In kinship inference, genealogical relationships among organisms, typically in naturally-occurring populations, based on genetic marker information are identified. This task is crucial to conservation of endangered species and to understand the diversity of populations. Some of the simplest problems in this domain are sib group and half-sibgroup discover. Natural objectives in this domain are statistical ones (such as maximum likelihood) and combinatorial one (such as parsimony). Unfortunately, even with error-free data, the simplest combinatorial objective, minimizing the number of matings, is NP-hard to approximate; the statistical objectives are even more challenging. Here, a simple combinatorial approach for the problem is shown.

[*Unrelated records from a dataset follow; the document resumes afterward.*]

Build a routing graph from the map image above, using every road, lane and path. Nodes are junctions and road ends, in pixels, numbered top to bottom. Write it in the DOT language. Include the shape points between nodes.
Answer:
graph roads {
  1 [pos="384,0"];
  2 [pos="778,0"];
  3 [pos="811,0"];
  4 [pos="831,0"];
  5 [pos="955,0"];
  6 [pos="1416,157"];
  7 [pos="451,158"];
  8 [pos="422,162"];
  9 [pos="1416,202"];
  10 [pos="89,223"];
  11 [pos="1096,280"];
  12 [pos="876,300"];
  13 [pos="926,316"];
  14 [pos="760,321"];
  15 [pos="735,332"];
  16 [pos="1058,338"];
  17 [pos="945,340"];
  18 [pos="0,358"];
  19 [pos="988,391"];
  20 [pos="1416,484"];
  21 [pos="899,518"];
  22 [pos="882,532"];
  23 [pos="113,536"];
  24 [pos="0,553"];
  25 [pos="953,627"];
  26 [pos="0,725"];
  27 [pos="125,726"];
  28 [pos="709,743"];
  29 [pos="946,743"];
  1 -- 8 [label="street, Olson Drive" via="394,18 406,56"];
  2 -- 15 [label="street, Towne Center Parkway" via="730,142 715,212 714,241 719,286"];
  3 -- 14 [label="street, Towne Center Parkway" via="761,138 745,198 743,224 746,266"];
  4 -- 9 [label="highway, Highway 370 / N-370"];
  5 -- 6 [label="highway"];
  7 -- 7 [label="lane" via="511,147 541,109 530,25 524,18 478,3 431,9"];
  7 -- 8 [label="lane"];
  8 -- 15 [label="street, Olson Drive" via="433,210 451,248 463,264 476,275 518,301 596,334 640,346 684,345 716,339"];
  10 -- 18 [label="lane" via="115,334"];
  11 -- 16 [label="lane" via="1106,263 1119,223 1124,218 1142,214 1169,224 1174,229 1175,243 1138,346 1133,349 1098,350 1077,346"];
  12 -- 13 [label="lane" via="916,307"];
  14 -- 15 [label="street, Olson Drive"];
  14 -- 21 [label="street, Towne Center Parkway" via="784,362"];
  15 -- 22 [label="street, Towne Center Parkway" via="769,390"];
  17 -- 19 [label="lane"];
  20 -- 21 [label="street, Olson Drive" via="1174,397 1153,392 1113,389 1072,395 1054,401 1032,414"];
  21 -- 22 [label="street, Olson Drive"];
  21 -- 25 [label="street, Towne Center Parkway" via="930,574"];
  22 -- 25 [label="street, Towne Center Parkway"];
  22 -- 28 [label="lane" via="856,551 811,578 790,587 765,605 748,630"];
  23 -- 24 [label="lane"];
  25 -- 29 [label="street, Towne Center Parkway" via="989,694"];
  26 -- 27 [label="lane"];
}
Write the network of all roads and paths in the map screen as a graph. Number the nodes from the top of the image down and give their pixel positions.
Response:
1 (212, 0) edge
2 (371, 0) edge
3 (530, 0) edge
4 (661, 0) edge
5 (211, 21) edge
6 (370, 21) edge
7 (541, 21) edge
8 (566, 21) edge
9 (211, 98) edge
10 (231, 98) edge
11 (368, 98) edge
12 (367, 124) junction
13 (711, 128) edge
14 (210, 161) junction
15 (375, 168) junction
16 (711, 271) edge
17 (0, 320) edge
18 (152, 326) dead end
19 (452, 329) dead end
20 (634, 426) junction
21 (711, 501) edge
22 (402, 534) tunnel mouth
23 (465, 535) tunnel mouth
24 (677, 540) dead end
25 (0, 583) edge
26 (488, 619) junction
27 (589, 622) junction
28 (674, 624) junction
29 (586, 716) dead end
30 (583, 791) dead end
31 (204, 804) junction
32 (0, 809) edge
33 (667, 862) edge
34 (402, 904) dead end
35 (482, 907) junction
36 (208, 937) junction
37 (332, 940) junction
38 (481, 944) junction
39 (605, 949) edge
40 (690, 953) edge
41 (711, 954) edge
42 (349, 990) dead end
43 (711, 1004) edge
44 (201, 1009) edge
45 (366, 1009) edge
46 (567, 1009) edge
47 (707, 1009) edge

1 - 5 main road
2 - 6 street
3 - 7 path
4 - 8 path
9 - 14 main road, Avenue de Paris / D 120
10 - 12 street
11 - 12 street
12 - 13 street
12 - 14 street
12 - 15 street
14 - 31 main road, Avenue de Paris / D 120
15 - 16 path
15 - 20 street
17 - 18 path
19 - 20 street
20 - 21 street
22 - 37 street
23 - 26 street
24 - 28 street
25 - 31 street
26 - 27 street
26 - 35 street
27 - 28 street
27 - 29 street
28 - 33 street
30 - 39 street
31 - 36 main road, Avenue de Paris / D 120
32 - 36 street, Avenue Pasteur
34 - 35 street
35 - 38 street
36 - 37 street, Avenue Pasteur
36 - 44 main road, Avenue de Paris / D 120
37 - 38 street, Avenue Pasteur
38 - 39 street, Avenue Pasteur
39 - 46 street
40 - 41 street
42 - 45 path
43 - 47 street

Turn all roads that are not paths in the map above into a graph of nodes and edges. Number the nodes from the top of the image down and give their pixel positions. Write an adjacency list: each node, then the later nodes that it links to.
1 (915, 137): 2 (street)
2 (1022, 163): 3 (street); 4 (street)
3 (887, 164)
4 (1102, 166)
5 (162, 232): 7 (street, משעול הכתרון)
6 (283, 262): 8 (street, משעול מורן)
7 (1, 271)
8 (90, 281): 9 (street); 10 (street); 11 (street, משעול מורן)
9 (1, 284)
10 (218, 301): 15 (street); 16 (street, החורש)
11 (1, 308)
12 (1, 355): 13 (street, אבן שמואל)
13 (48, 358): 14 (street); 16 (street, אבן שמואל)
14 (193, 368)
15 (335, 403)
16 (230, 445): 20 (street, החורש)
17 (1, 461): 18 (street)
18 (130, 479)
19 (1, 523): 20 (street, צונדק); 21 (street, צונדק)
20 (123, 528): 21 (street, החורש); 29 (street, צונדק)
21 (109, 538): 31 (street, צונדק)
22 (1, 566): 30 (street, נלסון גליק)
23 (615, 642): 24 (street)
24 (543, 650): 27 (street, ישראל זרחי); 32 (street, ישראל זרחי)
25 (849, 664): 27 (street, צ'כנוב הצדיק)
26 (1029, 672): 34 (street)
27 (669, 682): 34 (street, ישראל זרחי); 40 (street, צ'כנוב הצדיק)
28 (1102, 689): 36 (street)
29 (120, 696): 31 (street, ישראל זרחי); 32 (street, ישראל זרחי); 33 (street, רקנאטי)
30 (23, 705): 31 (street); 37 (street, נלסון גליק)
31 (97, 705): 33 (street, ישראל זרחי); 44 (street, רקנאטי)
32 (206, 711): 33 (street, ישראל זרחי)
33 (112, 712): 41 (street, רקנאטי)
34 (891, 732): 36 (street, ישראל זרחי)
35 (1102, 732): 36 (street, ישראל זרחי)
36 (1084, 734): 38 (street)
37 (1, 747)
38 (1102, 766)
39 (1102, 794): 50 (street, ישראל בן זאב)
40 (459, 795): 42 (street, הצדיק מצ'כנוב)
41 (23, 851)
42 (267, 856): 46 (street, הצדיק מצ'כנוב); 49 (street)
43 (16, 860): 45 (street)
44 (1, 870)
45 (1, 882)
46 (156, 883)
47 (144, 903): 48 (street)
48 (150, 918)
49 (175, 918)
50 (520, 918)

By enumerating triplets of population members that could be siblings and that could not be siblings, putative sibgroups are greedily constructed, merging them until no further mergings can occur. The simple algorithm performs comparably to or better than integer programming methods for the problem, in a tiny fraction of the runtime. Moreover, with high probability, these methods find the correct sibgroups, under a straightforward and standard probabilistic model of inheritance and mating. Hence, the NP-hardness of the original problem is ameliorated in "typical" instances of the problem. This phenomenon is common to a large variety of bioinformatics problems, so a discussion of how to respond to this observation is presented.